The book is a very interesting read and was made into a recent movie (I still haven’t seen it but will to see how it relates to the book). I have several problems with some of the author’s descriptions. The most serious is his depiction of the Russian revolution. He touts the White Russians as the monsters killing everyone in sight. He apparently missed the Red Russian methods for achieving dominance after the downfall of the czar (the Bolsheviks killed the czar and his family after all). The Communist tyranny they set up resulted in more than 200 million deaths, primarily among the undesirables (deplorables?) in Russia. I suppose Sinclair deserves some slack as Stalin had only been in control a year or two when this story was written. I guess the Kronstadt incident, murders of the Mensheviks and other atrocities under Lenin were not well known at the time. I also know Sinclair hated Christianity (religion is, after all the “opium of the masses”, according to Marx- the Communist god). Sinclair apparently knows nothing about its real practices but deliberately wanted to mock it, as nearly everything he states in his descriptions of Eli Watkins’ antics is wrong.

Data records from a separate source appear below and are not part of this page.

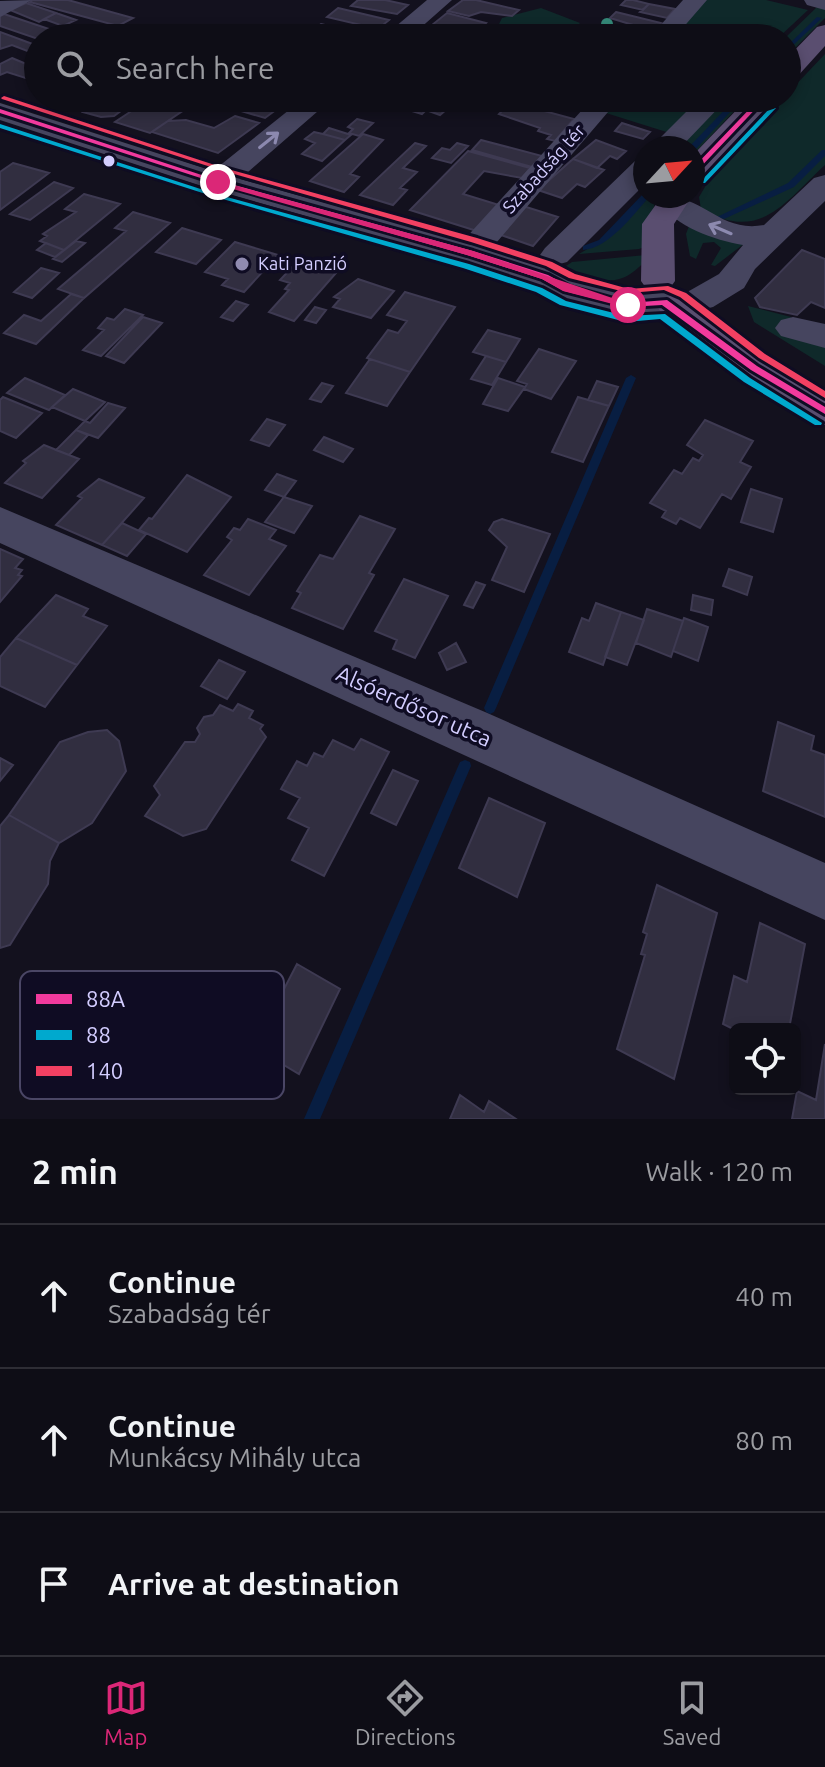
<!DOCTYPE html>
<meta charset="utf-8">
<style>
body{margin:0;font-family:Ubuntu,sans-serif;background:#17161f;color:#f1f3f6}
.controls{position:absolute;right:24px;bottom:24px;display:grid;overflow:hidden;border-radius:12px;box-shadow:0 4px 12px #0003}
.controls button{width:72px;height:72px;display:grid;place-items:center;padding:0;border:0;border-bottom:2px solid #2e2d35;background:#0e0d16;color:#f1f3f6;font:40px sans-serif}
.compass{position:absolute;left:633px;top:136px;width:72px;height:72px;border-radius:50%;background:#0e0d16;box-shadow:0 4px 12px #0003;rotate:64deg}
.stop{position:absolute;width:24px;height:24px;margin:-18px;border:6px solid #db2777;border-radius:50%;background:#fff}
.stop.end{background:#db2777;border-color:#fff;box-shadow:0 2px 8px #0008}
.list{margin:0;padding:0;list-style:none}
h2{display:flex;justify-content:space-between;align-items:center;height:104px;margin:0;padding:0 32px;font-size:34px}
h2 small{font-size:26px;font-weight:400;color:#9b9ca1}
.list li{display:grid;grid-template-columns:52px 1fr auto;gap:24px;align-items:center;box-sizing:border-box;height:144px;padding:0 32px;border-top:2px solid #2e2d35}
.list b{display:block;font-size:30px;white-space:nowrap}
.list p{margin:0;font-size:26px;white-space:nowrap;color:#9b9ca1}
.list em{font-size:26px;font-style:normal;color:#9b9ca1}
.icon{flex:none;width:44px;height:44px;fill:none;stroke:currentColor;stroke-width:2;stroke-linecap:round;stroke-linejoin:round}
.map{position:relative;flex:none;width:825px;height:1119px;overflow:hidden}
.search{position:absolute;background:#0e0d16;box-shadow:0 4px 12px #0003;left:24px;right:24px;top:24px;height:88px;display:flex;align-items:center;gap:20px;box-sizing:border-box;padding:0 28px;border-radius:44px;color:#9b9ca1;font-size:30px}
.sheet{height:536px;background:#0e0d16}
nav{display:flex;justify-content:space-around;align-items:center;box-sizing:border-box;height:112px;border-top:2px solid #2e2d35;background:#0e0d16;font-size:22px;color:#9b9ca1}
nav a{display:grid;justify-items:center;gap:4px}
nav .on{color:#db2777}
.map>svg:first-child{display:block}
</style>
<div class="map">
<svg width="825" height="1119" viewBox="0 0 825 1119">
<rect width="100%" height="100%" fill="#13111e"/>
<path fill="#0f292a" d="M702,0H766L808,10L778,38H670Z
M818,6L825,9V18L787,56L785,38Z
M541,8L580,23L566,38L499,24L502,18Z
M825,54V165C784,203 760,243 701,209L699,197L715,170Z
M619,98H713L676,135L606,113Z
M724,99L741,104L693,155V148H676Z
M645,193V196H659L654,206L649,245L639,249L579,254L596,244Z
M689,226L745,243L715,266L711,265L721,248L714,242L703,243L696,259L690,256L686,234Z
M646,255L649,257C620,289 610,281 571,273L566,266L572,262Z
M748,306L791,317L789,331L825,339V366L754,322Z"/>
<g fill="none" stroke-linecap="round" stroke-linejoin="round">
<path fill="#081e42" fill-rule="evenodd" d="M817,17L822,18L787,51V46Z
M736,98H743L695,150L688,148Z
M822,150H825V156L794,187L724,219L717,217L788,183Z
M643,194L650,196C633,215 609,248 583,250V246L599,240Z
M631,375L636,378L496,708L494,712L490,714L486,712L484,708L626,378Z
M465,760L470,762L471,766L320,1119H304L460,762Z"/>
</g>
<path fill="#312e40" stroke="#3e3a52" stroke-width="2" d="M33,0H68L133,18L118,26L30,2Z
M358,0H385L408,5L397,14L351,6Z
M463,0H476L519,10L512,16L481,12L469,16L448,11Z
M626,0H633L649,4L643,10L621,5Z
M26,3L56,13L39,22L10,10Z
M649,4L675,9L667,18L640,12Z
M338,8L389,20L378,29L327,17Z
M616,12L661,23L653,31L610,18Z
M56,13L76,20L63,26L44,19Z
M447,13L486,23L476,32L432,25Z
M4,14L58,32L38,39L0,26V16Z
M321,24L369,36L330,38L309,33Z
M427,30L461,38H417Z
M0,32L38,46V55L12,45L0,49Z
M12,58L38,69V82L7,72L0,75V64Z
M64,98H102L84,109L62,103Z
M103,98H106L129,105L114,116L101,117L83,112Z
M201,98H206L219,102L209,109L193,103Z
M239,98H292L265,118L238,110L249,101Z
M345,98H395L382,109Z
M402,98H409L447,109L440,115L426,110L422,114L412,111L416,107L395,104Z
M157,102L184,110L150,133L115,122L136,108L144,111Z
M511,102L574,119L555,141L547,139L551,135L538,131L540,128L499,114Z
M235,116L259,123L218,153L152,132L168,121L186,120L214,128Z
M357,119L373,123L359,136L349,133L353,129L348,127Z
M622,123L650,132L643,139L615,131Z
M329,128L351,135L345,140L323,134Z
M314,132L323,134L345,140L322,161L302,154L315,143L305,139Z
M363,134L383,140L350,174L359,177L344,192L310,181Z
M481,140L542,156L532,167L472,150Z
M596,140L626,151L617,159L610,156L597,168L573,159Z
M415,143L426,146L403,168L417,172L400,188L407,190L393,205L360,195Z
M457,143L468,146L451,163L432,158L442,148L450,150Z
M468,151L530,168L522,178L484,171L463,194L499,205L477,231L410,210Z
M573,159L604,170L585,187L577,184L562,198L538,190Z
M13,163L49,173L0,210V172Z
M54,182L73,188L30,220L10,214Z
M84,194L120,204L64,250L40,241L47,236L43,234L76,212L65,209Z
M523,206L558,217L533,246L498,234Z
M133,212L170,223L84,298L58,289L126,231L115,228Z
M182,228L221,240L196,264L156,252Z
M76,241L85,243L62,262L53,259Z
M235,242L278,255L244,292L222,285L228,279L205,272Z
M46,243L64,250L55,257L37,250Z
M802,250L825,259V308L811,302L797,315L760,307L755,298Z
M298,261L336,273L294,321L269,312L289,290L285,289L290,283L280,280Z
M41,268L59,273L32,298L14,292Z
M358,279L394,291L371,318L333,307L340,299L334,297Z
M405,292L455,307L410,372L367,358L388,330L398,333L407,321L387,315Z
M71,294L84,298L36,344L4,333L24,315L41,321Z
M236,301L248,305L233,321L221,317Z
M315,307L326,310L316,323L305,320Z
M125,309L143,315L101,356L83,350L104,330L98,328L107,318L114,320Z
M143,317L162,323L124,363L106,356Z
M488,330L520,339L506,362L473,352Z
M539,349L576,361L551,399L524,389L527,384L517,381Z
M486,356L506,362L492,385L471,379Z
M370,359L410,372L387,406L346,393Z
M25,378L65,395L49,410L7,393Z
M498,378L525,387L508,411L483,404Z
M597,381L618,387L609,406L588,400Z
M322,383L333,386L321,402L310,399Z
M73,389L105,402L85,421L52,407Z
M3,397L42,413L16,438L0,431V400Z
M578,397L609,406L583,462L552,452Z
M108,403L125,408L98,438L76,430L85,421L90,423Z
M267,419L285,425L269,446L251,440Z
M705,420L753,441L740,462L751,467L731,499L722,494L700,528L680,518L676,524L662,517L666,511L650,503L674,470L682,474L693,458L699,461L703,455L687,445Z
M76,430L88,435L69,455L56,450Z
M324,437L353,449L343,462L314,450Z
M44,445L79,459L42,498L5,483L26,463L23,461Z
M277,474L296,481L284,497L265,490Z
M187,475L231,497L187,552L139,530L149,518L152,519Z
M99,479L144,498L102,545L56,525L82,498L78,496Z
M751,489L782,499L773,532L741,522Z
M284,497L312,506L294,533L265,522Z
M360,516L395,529L369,573L374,575L343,629L292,608L301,593L297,591L320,555L333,559Z
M248,519L276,530L269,539L286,546L249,595L204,575L232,540L227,537L234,528L240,530Z
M502,519L550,534L524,592L492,580L507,547L489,530L494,522Z
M122,523L146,534L127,556L102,545Z
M0,549L23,559L15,568L22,570L18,575L22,576L0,602Z
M729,569L752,577L747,595L723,586Z
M404,579L448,596L415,658L393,649L397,640L375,631Z
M476,582L485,585L473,608L464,605Z
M56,595L88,609L83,616L107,626L77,665L16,638Z
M693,595L713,600L711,615L691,610Z
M596,603L621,612L603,665L569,652L582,618L589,621Z
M647,609L683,621L671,657L636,643Z
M621,612L644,620L627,665L605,657Z
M684,618L708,627L698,661L673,651Z
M16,638L77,665L45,707L0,686V657Z
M456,643L466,662L447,670L439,653Z
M219,660L245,672L227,699L201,686Z
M238,704L253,711L249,718L263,725L260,729L266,737L206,829L183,836L145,816L160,795L154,786L185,742H195L200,734L197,728L204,717L213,715L220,705L233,711Z
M778,722L814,736L811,750L825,755V817L763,791Z
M107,730L119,741L126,771L92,823L59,843L9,815L60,742L88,732Z
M361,739L389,752L324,876L292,860L309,828L288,818L300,798L281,789L297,761L307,766L314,753L323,757L333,740L354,750Z
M0,758L13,765L0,781Z
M393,770L418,781L396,825L371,813Z
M489,798L545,823L517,897L459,868Z
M9,815L59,843L50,861L48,884L10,945L0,948V826Z
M657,885L717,913L674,1079L617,1049L645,955L641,954L647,934L643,932Z
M760,923L805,944L789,1029L735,1030L723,1024L734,976L747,982Z
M297,964L340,989L299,1074L254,1047Z
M825,1044V1119H792L797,1091L816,1100Z
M460,1095L484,1112L489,1101L516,1119H450Z"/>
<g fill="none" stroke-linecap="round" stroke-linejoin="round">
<path fill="#46455f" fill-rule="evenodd" d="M32,0L0,17V1Z
M427,0H452L409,38H382Z
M683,0H707L674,38H649Z
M804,0H825V10L807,5Z
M304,98H333L240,179L463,241L593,98H620L491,249L557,270L579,282L628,294L664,291L676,294L681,302L676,310L628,316L555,296L533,284L459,260L208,188L0,120V103L213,171Z
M700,98H728L680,148H650Z
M645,158V184L567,262L556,265L545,262L540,255L545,248L635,161Z
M825,175V201L755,269L744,288L713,307L701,310L689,307L684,299L689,291L719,274L743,245C714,240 676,227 659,202L663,196C705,196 720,233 764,225L814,178Z
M793,317L825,324V348L781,336L775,328L781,320Z
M0,507L485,712L825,863V920L0,543Z"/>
<path fill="#5a4e70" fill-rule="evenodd" d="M825,25V46L796,78L787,81V58L817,27Z
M748,98H776L703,178L693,181V155Z
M662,196H692L674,224L675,281L670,288L658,291L646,288L641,281L642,224Z
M674,295L686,298L767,359L825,393V425C771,409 706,349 662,314L657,306L662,298Z"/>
<g stroke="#0f0c23" stroke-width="6">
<path id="bus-1" d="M760,98H766L695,173L693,174V168Z
M0,109L220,181L473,251L548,275L570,287L628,303L667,300L757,366L825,407V414L751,370L662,305L628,307L564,291L542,279L467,255L216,183L0,113Z"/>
</g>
<g stroke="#0f0c23" stroke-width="6">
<path id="bus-2" d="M771,107L776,108L705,183H701V181Z
M0,124L216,194L469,264L542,288L566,301L626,316L665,314L750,378L822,423L821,425H815L744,382L660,319L626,322L560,305L536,292L463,268L212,196L0,128Z"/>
</g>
<g stroke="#0f0c23" stroke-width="6">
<path id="bus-3" d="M4,96L224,168L477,238L552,262L575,274L629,289L668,286L686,293L765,354L825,391V398L759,358L680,297L664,290L629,293L569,278L546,266L471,242L220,170L2,99L1,98Z"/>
</g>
<use href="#bus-1" fill="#f13a9d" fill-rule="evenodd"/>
<use href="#bus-2" fill="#00a9ce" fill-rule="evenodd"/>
<use href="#bus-3" fill="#f24062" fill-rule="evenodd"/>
</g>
<circle fill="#348878" cx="607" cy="24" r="6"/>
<defs><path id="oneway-shaft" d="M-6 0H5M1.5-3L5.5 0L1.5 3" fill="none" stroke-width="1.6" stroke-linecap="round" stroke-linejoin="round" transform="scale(2)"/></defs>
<g stroke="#8c89af">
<use href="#oneway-shaft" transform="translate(269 140) rotate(-39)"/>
<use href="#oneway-shaft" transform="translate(720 229) rotate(-157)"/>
</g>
<path fill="#db2777" d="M215,180L473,251L633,305L628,308L563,291L542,279L467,255L215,184Z"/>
<circle fill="#d3cdff" stroke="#0f0c23" stroke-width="3" cx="109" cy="161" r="7"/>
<circle fill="#908bb0" stroke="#0f0c23" stroke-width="3" cx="242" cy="264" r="8"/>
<g text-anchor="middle" stroke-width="7" stroke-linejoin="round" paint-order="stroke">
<g font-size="18" fill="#d3cdff" stroke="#0f0c23">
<text transform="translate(544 169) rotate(-48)" y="6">Szabadság tér</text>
</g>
<g font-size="18" fill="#d3cdff" stroke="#0f0c23" text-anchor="start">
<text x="258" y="270">Kati Panzió</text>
</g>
<g font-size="22" fill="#d3cdff" stroke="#0f0c23">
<text transform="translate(414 706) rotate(24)" y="8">Alsóerdősor utca</text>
</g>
</g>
<rect x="20" y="971" width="264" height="128" rx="12" fill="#0f0c23" stroke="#4a4665" stroke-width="2"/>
<rect x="36" y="994" width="36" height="10" fill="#f13a9d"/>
<rect x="36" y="1030" width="36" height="10" fill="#00a9ce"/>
<rect x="36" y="1066" width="36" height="10" fill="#f24062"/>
<g font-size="22" fill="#d3cdff">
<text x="86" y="1007">88A</text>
<text x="86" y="1043">88</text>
<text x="86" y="1079">140</text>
</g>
</svg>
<div class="controls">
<button><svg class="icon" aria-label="locate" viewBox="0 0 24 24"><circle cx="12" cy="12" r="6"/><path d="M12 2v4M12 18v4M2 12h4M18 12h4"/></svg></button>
</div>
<svg class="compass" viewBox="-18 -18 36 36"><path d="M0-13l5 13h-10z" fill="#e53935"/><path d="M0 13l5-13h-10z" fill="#9b9ca1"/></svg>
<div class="stop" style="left:628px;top:305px"></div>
<div class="stop end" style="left:218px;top:182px"></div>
<div class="search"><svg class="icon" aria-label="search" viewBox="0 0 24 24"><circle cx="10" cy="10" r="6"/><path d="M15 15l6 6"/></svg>Search here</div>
</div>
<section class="sheet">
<h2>2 min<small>Walk · 120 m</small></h2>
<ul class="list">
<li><svg class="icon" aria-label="ahead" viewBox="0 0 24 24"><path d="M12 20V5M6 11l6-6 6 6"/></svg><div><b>Continue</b><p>Szabadság tér</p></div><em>40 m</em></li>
<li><svg class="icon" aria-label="ahead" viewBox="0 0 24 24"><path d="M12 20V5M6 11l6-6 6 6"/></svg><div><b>Continue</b><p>Munkácsy Mihály utca</p></div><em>80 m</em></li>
<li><svg class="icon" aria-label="arrive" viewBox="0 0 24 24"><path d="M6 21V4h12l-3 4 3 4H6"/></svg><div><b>Arrive at destination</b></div></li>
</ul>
</section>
<nav>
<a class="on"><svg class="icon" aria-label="map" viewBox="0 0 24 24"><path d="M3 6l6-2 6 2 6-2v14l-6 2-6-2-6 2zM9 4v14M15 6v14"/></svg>Map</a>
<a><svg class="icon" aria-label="directions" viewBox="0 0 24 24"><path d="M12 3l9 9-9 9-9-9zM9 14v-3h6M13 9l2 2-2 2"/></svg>Directions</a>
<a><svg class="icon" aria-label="saved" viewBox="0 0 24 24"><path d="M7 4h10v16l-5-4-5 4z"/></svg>Saved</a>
</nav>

Despite my objections, the book was an easy read – not complex or obscure at all. If nothing else, Sinclair is very forthright and honest in his views. He definitely is a good observer of life in general and provides a concise view of the self-interests of many characters in the oil business and the environment as it existed in the roaring 20s. I enjoyed reading it, especially the passages on how oil leases are forged, the technical details of drilling and recovering oil, and techniques for “cracking” the crude oil into its refined products. I rate this book as a 3 on my scale of 1-10 (1 as best).